→ **What you have to do**: Print the listing below again, exactly. Skip the pictures.
=-=-=-=-=
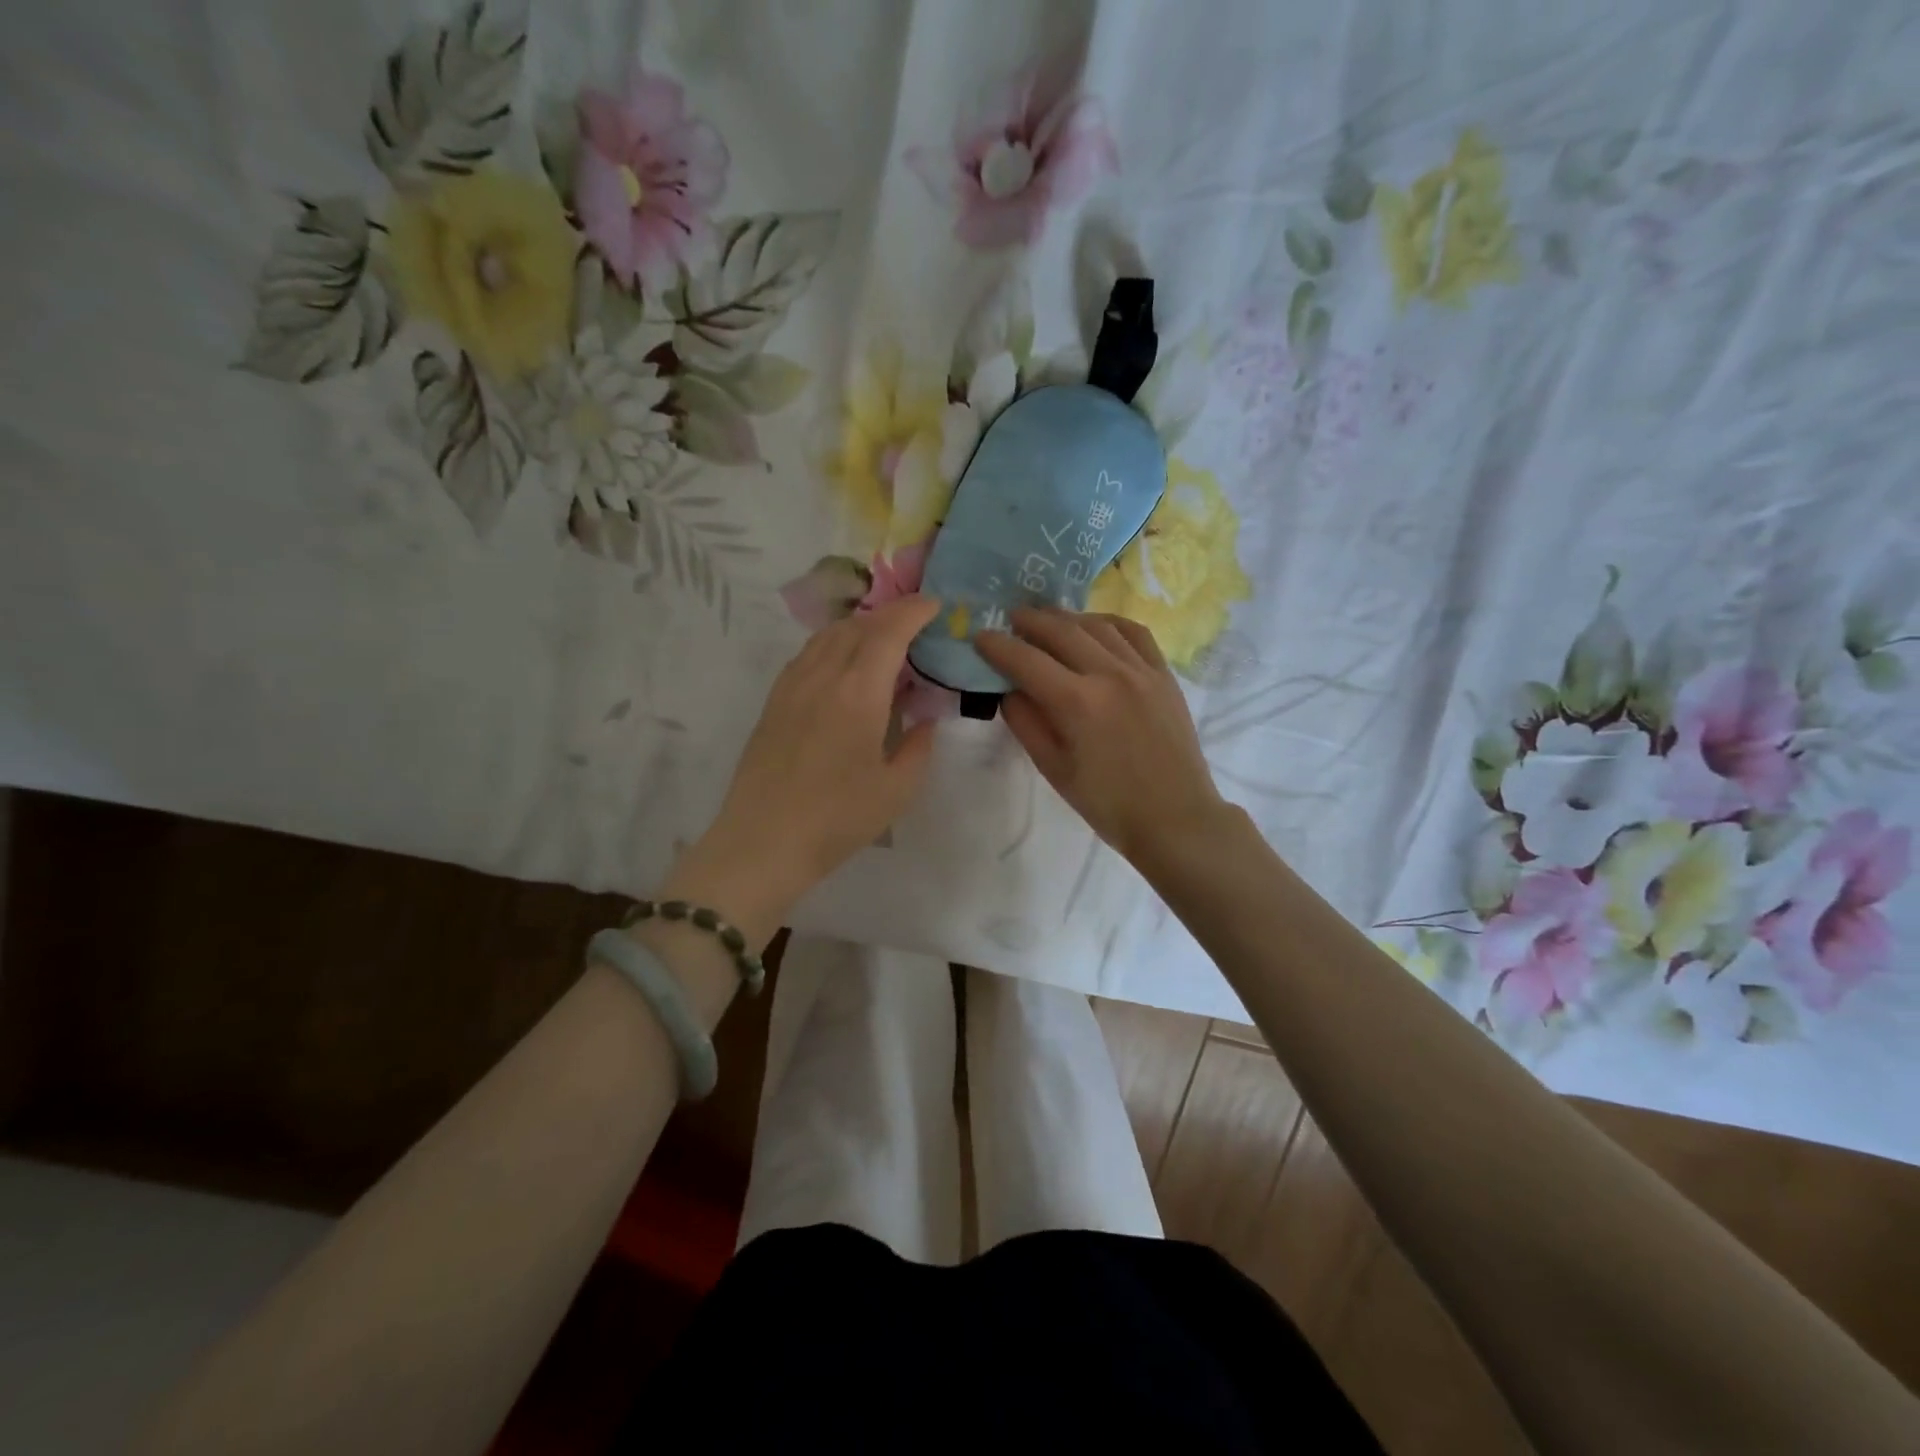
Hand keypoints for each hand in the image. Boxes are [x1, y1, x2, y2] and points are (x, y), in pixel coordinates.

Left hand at [668, 595, 942, 941]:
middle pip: (857, 625)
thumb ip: (919, 746)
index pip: (889, 631)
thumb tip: (925, 719)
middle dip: (891, 615)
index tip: (935, 605)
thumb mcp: (897, 790)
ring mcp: (792, 686)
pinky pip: (808, 655)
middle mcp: (823, 676)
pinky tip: (844, 666)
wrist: (762, 842)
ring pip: (828, 635)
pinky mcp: (774, 701)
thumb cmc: (837, 819)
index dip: (914, 611)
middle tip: (917, 623)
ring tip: (883, 641)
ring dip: (860, 626)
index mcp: (859, 693)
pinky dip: (834, 645)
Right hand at [975, 608, 1228, 868]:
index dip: (998, 646)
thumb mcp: (1054, 769)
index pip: (1026, 661)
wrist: (1175, 817)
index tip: (980, 637)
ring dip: (1066, 618)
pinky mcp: (1164, 675)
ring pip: (1097, 625)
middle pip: (1061, 631)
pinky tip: (1094, 626)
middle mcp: (1110, 674)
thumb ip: (1026, 723)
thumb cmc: (1108, 803)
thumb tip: (1008, 690)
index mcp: (1078, 703)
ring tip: (1047, 620)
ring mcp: (1142, 670)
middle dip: (1029, 621)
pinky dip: (1108, 622)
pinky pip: (1134, 633)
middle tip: (1010, 619)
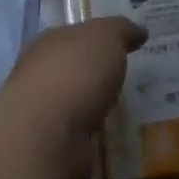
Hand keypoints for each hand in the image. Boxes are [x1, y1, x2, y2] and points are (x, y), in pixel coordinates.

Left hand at [2, 17, 147, 178]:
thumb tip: (139, 32)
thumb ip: (121, 30)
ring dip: (94, 109)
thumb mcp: (106, 37)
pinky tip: (112, 138)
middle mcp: (39, 75)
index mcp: (48, 43)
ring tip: (125, 112)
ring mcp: (43, 114)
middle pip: (72, 70)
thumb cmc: (75, 73)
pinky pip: (79, 136)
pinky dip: (93, 136)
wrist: (46, 134)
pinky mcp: (51, 147)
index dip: (98, 38)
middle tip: (128, 79)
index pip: (74, 35)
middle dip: (95, 75)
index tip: (124, 45)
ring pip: (75, 105)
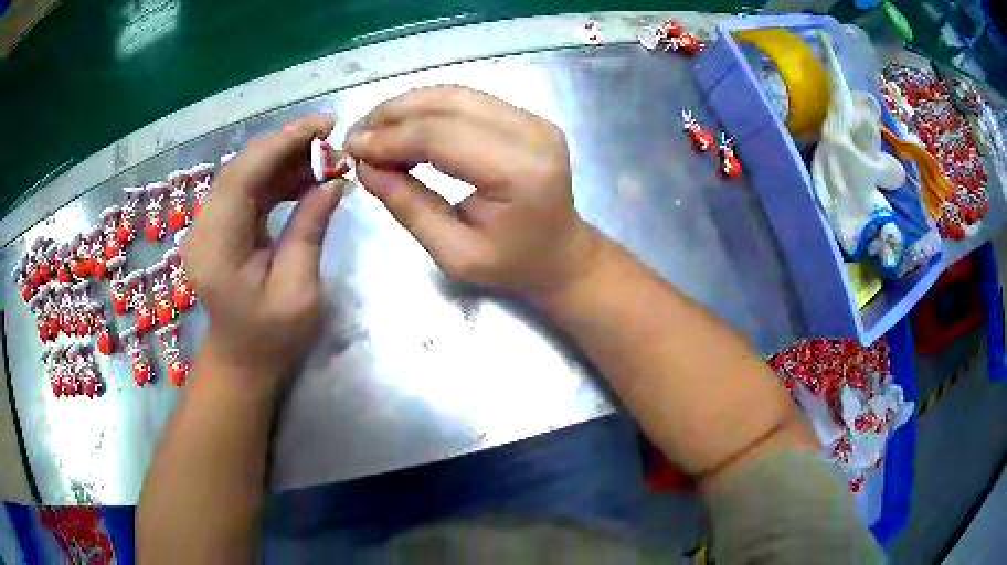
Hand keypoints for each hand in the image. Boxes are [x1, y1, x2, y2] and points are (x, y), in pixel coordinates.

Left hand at [183, 116, 347, 390]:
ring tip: (325, 154)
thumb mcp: (298, 290)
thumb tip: (334, 180)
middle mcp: (204, 230)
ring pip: (245, 173)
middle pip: (240, 168)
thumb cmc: (271, 338)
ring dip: (283, 158)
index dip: (280, 144)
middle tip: (330, 135)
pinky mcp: (220, 225)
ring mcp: (209, 226)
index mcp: (215, 250)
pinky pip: (247, 189)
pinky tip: (306, 174)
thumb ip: (310, 230)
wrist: (241, 359)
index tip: (322, 127)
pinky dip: (276, 176)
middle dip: (285, 144)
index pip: (240, 179)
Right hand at [344, 86, 597, 298]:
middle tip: (357, 135)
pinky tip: (403, 125)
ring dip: (407, 106)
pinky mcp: (527, 117)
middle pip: (448, 104)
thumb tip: (365, 167)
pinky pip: (468, 100)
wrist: (561, 254)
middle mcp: (532, 134)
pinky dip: (428, 108)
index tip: (352, 148)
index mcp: (520, 172)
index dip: (390, 138)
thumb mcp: (454, 253)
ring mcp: (533, 120)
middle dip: (393, 115)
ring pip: (456, 94)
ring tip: (373, 128)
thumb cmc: (512, 264)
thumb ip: (408, 206)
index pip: (441, 137)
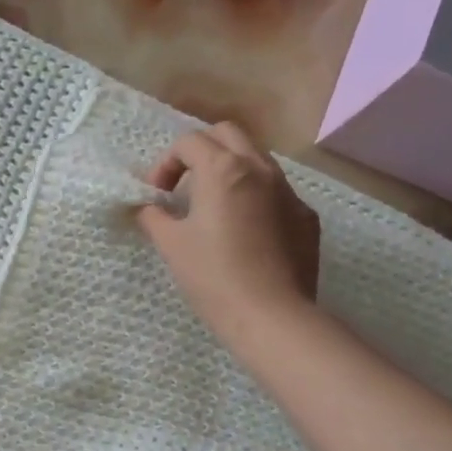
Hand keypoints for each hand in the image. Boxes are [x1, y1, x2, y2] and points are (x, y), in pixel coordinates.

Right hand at [136, 122, 320, 348]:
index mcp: (223, 169)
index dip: (165, 163)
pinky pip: (277, 191)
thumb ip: (153, 217)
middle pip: (227, 134)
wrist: (271, 315)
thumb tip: (146, 207)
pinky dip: (255, 197)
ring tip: (215, 205)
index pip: (188, 142)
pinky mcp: (305, 216)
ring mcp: (288, 191)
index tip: (157, 195)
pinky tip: (246, 232)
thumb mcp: (171, 245)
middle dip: (201, 150)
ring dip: (231, 170)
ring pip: (257, 159)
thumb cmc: (213, 276)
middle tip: (185, 184)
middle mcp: (259, 169)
=-=-=-=-=
→ **Problem solution**:
Hand keypoints for each hand in the image. Boxes are [x1, y1, x2, y2] and points are (x, y), in pixel coordinates.

Left hand at [668, 595, 942, 941]:
middle pip: (857, 625)
thumb ip: (919, 746)
index pip: (889, 631)
thumb tip: (925, 719)
middle dip: (891, 615)
index tip: (935, 605)
thumb mcp: (897, 790)
ring mcp: (792, 686)
pinky pip: (808, 655)
middle mcp: (823, 676)
pinky tip: (844, 666)
wrist: (762, 842)
ring pip: (828, 635)
pinky mcp: (774, 701)
thumb cmc: (837, 819)
index dip: (914, 611)
middle tip: (917, 623)
ring tip: (883, 641)
ring dip: (860, 626)
index mcp: (859, 693)
pinky dip: (834, 645)
Right hand at [975, 608, 1228, 868]:
index dip: (998, 646)
thumb mcp: (1054, 769)
index pip: (1026, 661)
wrist: (1175, 817)
index tip: (980, 637)
ring dip: (1066, 618)
pinky mcp: (1164, 675)
ring pip: (1097, 625)
middle pip: (1061, 631)
pinky tip: (1094, 626)
middle mcp: (1110, 674)
thumb ip: (1026, 723)
thumb cmc: (1108, 803)
thumb tip: (1008, 690)
index mcp: (1078, 703)
ring tip: (1047, 620)
ring mcp: (1142, 670)
middle dip: (1029, 621)
pinky dip: (1108, 622)
pinky pip: (1134, 633)
middle tip: (1010, 619)
Hand keypoints for each hand in the image. Boxes are [x1, y1, x2, y2] and points are (x, y), in pixel coordinates.

Left hand at [2, 17, 147, 178]:
thumb tip: (139, 32)
thumb ip: (121, 30)
ring dip: (94, 109)
thumb mcp: (106, 37)
pinky tip: (112, 138)
middle mcp: (39, 75)
index mcp: (48, 43)
ring tip: (125, 112)
ring mcp: (43, 114)
middle pip: (72, 70)
thumb cmc: (75, 73)
pinky pip: (79, 136)
pinky dip: (93, 136)
wrist: (46, 134)
pinky mcp: (51, 147)
index dip: (98, 38)
middle tip: (128, 79)
index pip: (74, 35)
middle dip: (95, 75)
index tip: (124, 45)
ring pip: (75, 105)
Hand keypoints for each hand in the image. Boxes are [x1, y1, x2, y2] and points are (x, y), in pixel coordinates.

Left hand at [183, 116, 347, 390]:
ring tip: (325, 154)
thumb mcp: (298, 290)
thumb tip: (334, 180)
middle mcp: (204, 230)
ring pip: (245, 173)
middle pip: (240, 168)
thumb cmc: (271, 338)
ring dip: (283, 158)
index dip: (280, 144)
middle tip: (330, 135)
pinky mcp: (220, 225)
ring mcp: (209, 226)
index mcp: (215, 250)
pinky pip: (247, 189)
pinky tip: (306, 174)
thumb ip: (310, 230)
wrist: (241, 359)
index tip: (322, 127)
pinky dip: (276, 176)
middle dip: (285, 144)
index pip: (240, 179)
Right hand at [344, 86, 597, 298]:
middle tip: (357, 135)
pinky tip: (403, 125)
ring dip: (407, 106)
pinky mcp: (527, 117)
middle pip: (448, 104)
thumb tip: (365, 167)
pinky pip: (468, 100)
wrist: (561, 254)
middle mcp: (532, 134)
pinky dip: (428, 108)
index tip: (352, 148)
index mcp: (520, 172)
index dip: (390, 138)
thumb mcp: (454, 253)
ring mcp: (533, 120)
middle dip: (393, 115)
ring pip: (456, 94)
ring tip: (373, 128)
thumb cmc: (512, 264)
thumb ip: (408, 206)
index pip: (441, 137)
Hand keypoints for each hand in the image. Boxes are [x1, y1, x2, y2] and points are (x, y), in pixel coordinates.

Right hand at [136, 122, 320, 348]:
index mcp: (223, 169)
index dip: (165, 163)
pinky pip: (277, 191)
thumb ip: (153, 217)
middle pip: (227, 134)
wrist: (271, 315)
thumb tip: (146, 207)
pinky dip: (255, 197)
ring tip: (215, 205)
index pip: (188, 142)
pinky mcp: (305, 216)
ring mcp: (288, 191)
index tip: (157, 195)
pinky tip: (246, 232)
thumb mcp: (171, 245)
middle dip: (201, 150)
ring dip: (231, 170)
ring pip: (257, 159)
thumb cmc: (213, 276)
middle tip: (185, 184)
middle mcp: (259, 169)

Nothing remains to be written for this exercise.